Strawberries are usually the first fresh fruit of the growing season – I know my kids look for the first ones in the patch and they don’t even make it into the kitchen! In one cup of strawberries, you receive 140% of your daily vitamin C needs along with a tremendous source of antioxidants that work to reduce excess inflammation in the body. Planting strawberry plants is as easy as digging a small hole and spacing each plant one foot apart. But you can also plant strawberries in a planter that allows you to leave them on your doorstep.
This recipe showcases your fresh produce, where the kids can snip the spinach and harvest the berries. It also incorporates a tasty way to use salmon – a strong source of omega-3 fatty acids that contribute to heart health. I recommend salmon or other fatty fish like mackerel, tuna and sardines twice weekly.
Serves 2 as a main dish portion or 4 as a side dish portion.
- 1/3 cup olive oil
- 1/3 cup orange juice
- 1 tablespoon sugar
- 1 teaspoon ground cinnamon
- 1 teaspoon ground ginger
- 1/8 teaspoon salt
- 2 (5 oz) salmon fillets
- 4 cups fresh baby spinach leaves
- 1 cup blueberries
- 1 cup sliced strawberries
- ¼ cup toasted pecan pieces
- For the vinaigrette, mix all ingredients in small bowl until well-blended.
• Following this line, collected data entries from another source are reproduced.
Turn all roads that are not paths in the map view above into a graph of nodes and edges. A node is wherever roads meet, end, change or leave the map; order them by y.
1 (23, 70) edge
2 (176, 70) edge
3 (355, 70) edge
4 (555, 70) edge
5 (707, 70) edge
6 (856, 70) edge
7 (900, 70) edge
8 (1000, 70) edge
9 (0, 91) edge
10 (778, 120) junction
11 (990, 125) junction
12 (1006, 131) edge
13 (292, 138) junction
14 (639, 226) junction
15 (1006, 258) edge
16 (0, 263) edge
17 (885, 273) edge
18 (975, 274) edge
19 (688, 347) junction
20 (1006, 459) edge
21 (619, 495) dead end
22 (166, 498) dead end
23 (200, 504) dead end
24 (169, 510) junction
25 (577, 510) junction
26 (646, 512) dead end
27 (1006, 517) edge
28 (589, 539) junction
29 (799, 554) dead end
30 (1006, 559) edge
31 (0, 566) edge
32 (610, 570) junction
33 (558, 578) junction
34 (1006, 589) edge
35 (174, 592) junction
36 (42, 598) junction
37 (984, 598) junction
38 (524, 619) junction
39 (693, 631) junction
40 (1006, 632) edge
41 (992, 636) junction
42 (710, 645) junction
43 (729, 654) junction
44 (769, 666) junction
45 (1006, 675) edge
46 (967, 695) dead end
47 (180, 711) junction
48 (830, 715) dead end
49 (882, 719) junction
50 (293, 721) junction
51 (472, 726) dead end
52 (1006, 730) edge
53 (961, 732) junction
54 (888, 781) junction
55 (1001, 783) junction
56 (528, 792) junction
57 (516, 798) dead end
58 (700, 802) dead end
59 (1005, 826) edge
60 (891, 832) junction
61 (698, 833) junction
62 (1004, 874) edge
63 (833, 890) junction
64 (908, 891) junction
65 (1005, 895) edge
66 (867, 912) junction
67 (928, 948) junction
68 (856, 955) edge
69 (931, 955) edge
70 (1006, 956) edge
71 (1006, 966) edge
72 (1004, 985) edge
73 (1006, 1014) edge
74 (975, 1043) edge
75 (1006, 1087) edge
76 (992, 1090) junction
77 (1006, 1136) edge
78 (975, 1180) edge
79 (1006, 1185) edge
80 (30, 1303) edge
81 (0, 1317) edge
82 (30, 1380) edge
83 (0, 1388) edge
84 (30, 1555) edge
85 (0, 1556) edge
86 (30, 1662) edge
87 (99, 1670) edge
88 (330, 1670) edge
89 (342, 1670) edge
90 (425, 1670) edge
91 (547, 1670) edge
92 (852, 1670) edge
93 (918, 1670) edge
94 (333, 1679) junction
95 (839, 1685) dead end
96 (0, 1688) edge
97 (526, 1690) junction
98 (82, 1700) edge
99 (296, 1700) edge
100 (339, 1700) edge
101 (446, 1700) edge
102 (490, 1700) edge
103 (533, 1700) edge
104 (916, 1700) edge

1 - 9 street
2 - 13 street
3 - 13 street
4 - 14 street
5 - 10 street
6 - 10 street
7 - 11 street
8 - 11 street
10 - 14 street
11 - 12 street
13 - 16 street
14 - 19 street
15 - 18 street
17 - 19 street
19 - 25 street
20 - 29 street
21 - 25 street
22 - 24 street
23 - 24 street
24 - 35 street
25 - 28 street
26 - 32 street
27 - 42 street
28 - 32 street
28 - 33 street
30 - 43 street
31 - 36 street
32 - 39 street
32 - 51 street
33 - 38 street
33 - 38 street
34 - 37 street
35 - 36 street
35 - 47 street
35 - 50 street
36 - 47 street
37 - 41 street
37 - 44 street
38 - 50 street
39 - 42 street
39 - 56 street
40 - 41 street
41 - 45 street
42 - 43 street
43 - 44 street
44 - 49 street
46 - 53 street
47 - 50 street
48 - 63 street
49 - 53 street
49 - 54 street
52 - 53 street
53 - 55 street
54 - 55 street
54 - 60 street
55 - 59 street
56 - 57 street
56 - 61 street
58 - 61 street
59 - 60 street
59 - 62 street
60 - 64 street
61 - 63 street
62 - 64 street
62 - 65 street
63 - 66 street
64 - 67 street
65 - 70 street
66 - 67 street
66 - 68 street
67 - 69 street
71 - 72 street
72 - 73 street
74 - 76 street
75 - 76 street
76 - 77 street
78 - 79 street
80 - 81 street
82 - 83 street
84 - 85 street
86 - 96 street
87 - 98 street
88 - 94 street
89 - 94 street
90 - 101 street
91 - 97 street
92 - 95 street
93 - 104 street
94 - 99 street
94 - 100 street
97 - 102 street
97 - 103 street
- Refrigerate ½ of the vinaigrette to use as a dressing. Place salmon in large re-sealable plastic bag or dish. Add remaining vinaigrette and toss to coat well.
- Refrigerate 30 minutes. Remove salmon from marinade and discard marinade.
- Grill or broil over medium-high heat 5 minutes per side or until salmon flakes in center.
- Divide spinach, berries and pecans among 2 plates. Arrange salmon fillet over salad. Whisk reserved vinaigrette. Drizzle over salads.